Outre le "boycott actif", leur appel à la "désobéissance civile" a été à l'origine de tensions et de heurts dans plusieurs localités. Au moins sept personnes ont été tuées et plusieurs autres blessées dans des affrontements intercommunautaires, survenus entre lundi et mercredi à Dabou, à 50 km à l'ouest d'Abidjan.
Lundi dernier, un mort et plusieurs blessés ont été également enregistrés suite à des affrontements entre manifestants et forces de l'ordre à Bonoua, ville située à 50 km à l'Est d'Abidjan.
Entre vendredi et dimanche dernier, des violences intercommunautaires ont aussi fait au moins deux morts à Bongouanou (200 km au nord d'Abidjan), fief de Pascal Affi N'Guessan.

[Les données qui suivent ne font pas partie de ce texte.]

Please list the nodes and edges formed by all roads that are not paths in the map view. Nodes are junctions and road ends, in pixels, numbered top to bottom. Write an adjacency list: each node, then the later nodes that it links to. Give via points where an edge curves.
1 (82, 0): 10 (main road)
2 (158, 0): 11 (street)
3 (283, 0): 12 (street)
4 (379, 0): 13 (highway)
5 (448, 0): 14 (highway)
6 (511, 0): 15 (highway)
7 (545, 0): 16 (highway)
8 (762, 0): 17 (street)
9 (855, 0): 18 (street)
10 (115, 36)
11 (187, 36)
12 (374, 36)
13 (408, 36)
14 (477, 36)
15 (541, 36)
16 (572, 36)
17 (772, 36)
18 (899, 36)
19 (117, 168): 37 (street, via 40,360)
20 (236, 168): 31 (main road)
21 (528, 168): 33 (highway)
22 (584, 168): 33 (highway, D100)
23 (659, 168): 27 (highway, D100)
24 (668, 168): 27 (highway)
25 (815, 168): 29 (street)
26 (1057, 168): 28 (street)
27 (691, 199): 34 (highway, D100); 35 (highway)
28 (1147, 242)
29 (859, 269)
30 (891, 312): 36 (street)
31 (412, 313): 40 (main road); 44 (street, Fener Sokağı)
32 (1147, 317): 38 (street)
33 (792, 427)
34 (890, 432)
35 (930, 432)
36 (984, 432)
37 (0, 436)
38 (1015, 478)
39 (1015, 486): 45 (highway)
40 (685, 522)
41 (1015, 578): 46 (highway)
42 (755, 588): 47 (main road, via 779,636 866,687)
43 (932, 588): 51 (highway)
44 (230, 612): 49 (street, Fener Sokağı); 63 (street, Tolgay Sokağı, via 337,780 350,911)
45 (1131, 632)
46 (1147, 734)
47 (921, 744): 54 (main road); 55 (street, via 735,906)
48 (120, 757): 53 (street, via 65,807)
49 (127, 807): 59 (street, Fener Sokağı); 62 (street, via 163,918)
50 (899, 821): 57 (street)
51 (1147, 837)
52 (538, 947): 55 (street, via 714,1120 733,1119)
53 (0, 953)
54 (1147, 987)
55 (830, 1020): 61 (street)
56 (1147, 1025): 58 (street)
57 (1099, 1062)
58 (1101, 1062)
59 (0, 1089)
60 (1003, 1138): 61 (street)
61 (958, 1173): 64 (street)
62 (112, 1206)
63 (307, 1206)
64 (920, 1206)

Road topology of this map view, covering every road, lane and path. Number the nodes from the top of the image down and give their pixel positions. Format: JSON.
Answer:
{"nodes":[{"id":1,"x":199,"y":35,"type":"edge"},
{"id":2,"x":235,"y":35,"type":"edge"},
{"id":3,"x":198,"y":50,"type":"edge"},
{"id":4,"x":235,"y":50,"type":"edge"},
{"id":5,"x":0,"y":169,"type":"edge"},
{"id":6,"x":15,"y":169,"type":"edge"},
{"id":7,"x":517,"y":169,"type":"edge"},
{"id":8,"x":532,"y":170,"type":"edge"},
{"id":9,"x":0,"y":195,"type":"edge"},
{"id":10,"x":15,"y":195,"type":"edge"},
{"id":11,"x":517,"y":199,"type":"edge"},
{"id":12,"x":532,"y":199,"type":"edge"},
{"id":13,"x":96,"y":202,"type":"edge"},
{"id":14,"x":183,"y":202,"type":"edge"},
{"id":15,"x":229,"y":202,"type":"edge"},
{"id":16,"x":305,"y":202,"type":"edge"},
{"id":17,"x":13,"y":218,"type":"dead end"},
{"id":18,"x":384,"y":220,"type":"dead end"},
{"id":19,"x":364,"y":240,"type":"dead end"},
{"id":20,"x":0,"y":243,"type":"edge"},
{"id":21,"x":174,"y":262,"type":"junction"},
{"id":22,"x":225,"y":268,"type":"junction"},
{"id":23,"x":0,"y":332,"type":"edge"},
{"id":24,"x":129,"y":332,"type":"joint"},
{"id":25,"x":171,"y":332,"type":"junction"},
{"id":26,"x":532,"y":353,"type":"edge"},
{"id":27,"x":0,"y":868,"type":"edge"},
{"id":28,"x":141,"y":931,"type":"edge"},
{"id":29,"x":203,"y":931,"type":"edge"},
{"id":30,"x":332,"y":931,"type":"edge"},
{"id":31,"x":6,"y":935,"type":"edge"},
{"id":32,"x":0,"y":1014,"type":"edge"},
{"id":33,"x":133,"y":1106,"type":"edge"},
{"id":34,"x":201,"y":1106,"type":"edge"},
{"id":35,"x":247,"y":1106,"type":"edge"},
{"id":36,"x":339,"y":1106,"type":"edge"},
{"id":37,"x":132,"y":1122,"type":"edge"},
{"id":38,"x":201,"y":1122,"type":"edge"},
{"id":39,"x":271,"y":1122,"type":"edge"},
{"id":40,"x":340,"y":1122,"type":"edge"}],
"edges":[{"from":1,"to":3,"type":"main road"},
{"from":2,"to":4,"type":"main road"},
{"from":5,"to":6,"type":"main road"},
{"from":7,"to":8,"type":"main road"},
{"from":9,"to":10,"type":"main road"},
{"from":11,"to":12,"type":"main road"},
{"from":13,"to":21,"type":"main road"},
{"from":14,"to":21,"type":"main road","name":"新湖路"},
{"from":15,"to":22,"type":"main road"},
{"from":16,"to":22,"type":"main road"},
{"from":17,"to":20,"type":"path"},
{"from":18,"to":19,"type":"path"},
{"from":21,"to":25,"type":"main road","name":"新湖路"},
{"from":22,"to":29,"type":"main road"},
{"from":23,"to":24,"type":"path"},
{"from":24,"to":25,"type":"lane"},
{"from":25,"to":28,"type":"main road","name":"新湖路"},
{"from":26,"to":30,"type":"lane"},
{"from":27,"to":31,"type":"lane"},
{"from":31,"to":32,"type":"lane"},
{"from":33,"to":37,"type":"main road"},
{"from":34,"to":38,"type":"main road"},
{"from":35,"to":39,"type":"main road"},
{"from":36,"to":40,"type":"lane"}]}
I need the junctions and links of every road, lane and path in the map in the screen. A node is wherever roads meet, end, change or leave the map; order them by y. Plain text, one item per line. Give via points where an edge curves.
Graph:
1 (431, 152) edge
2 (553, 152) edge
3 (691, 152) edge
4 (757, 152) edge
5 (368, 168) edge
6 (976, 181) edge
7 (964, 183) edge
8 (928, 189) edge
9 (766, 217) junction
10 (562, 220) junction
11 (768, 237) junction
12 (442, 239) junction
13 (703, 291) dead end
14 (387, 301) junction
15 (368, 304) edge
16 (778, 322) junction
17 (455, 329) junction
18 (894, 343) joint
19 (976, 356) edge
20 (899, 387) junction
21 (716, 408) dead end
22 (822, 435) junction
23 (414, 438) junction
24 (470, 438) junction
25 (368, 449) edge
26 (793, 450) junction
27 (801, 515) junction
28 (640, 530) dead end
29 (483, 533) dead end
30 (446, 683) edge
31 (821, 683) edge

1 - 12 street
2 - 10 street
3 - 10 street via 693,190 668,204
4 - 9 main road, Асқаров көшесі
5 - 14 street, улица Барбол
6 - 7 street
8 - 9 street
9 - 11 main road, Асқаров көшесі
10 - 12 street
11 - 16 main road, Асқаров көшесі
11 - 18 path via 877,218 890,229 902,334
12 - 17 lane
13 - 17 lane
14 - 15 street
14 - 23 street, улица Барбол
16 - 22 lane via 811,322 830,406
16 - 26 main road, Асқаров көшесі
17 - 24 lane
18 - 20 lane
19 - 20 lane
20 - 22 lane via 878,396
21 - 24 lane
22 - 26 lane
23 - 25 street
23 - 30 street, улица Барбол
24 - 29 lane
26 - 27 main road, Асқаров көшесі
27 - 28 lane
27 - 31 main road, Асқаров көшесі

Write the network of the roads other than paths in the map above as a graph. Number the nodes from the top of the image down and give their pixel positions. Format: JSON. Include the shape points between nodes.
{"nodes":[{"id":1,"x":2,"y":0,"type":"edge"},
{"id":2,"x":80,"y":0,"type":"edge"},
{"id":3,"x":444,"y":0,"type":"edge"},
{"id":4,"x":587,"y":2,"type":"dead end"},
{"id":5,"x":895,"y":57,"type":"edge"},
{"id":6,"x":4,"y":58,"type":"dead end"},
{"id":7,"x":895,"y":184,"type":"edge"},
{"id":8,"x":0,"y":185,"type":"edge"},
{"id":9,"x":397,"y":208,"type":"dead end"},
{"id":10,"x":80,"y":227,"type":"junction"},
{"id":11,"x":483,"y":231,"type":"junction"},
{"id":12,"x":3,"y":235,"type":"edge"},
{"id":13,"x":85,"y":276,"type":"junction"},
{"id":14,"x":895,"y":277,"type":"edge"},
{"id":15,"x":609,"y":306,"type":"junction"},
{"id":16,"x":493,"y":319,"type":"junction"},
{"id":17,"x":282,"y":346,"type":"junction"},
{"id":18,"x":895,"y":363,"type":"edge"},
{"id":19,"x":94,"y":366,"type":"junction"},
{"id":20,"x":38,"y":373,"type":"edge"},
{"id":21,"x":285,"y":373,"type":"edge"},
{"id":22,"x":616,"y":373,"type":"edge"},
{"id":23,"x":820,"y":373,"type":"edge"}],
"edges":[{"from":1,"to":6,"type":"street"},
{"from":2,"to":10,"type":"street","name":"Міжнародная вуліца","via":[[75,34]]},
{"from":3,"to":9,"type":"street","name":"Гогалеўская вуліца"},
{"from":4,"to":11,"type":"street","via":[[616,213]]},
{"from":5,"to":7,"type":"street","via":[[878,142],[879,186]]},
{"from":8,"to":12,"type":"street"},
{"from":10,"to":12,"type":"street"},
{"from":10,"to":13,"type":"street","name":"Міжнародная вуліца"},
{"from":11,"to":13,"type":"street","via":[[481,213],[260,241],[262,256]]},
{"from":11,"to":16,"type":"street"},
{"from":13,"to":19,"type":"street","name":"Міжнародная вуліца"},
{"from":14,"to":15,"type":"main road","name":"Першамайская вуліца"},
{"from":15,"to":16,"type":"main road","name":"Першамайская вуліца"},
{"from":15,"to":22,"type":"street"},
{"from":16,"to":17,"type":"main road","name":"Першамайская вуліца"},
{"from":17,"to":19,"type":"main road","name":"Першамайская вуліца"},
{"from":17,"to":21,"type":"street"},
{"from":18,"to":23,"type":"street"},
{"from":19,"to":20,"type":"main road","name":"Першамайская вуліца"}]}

Dans le cadre de sa diplomatie "préventive", la Communauté économique des Etats de l'Afrique de l’Ouest (CEDEAO), qui a dépêché une mission ministérielle à deux reprises à Abidjan, a exhorté le Parti démocratique de Côte d’Ivoire (PDCI) et le Front populaire ivoirien (FPI), à reconsidérer sérieusement la décision de boycotter le processus électoral.
Le bloc régional les a également appelés à revoir l’appel à la "désobéissance civile" et "à œuvrer plutôt de façon sérieuse pour parvenir à un consensus sur le processus électoral puis qu’ils ne pourraient pas être en mesure de contrôler les excès qui résulteraient de leur appel à la désobéissance civile".
La campagne électorale prendra fin le 29 octobre prochain dans ce pays où la crise post-électorale de 2010-2011, née du refus de Laurent Gbagbo d'admettre la victoire d'Alassane Ouattara, avait fait quelque 3.000 morts, selon des chiffres officiels.
Plus de 900.000 nouveaux électeurs se sont enregistrés sur les listes en Côte d'Ivoire en vue de l'élection présidentielle, portant le total du collège électoral à 7,5 millions dans ce pays ouest-africain qui compte 25 millions d'habitants, avec une population très jeune et plusieurs millions de résidents étrangers.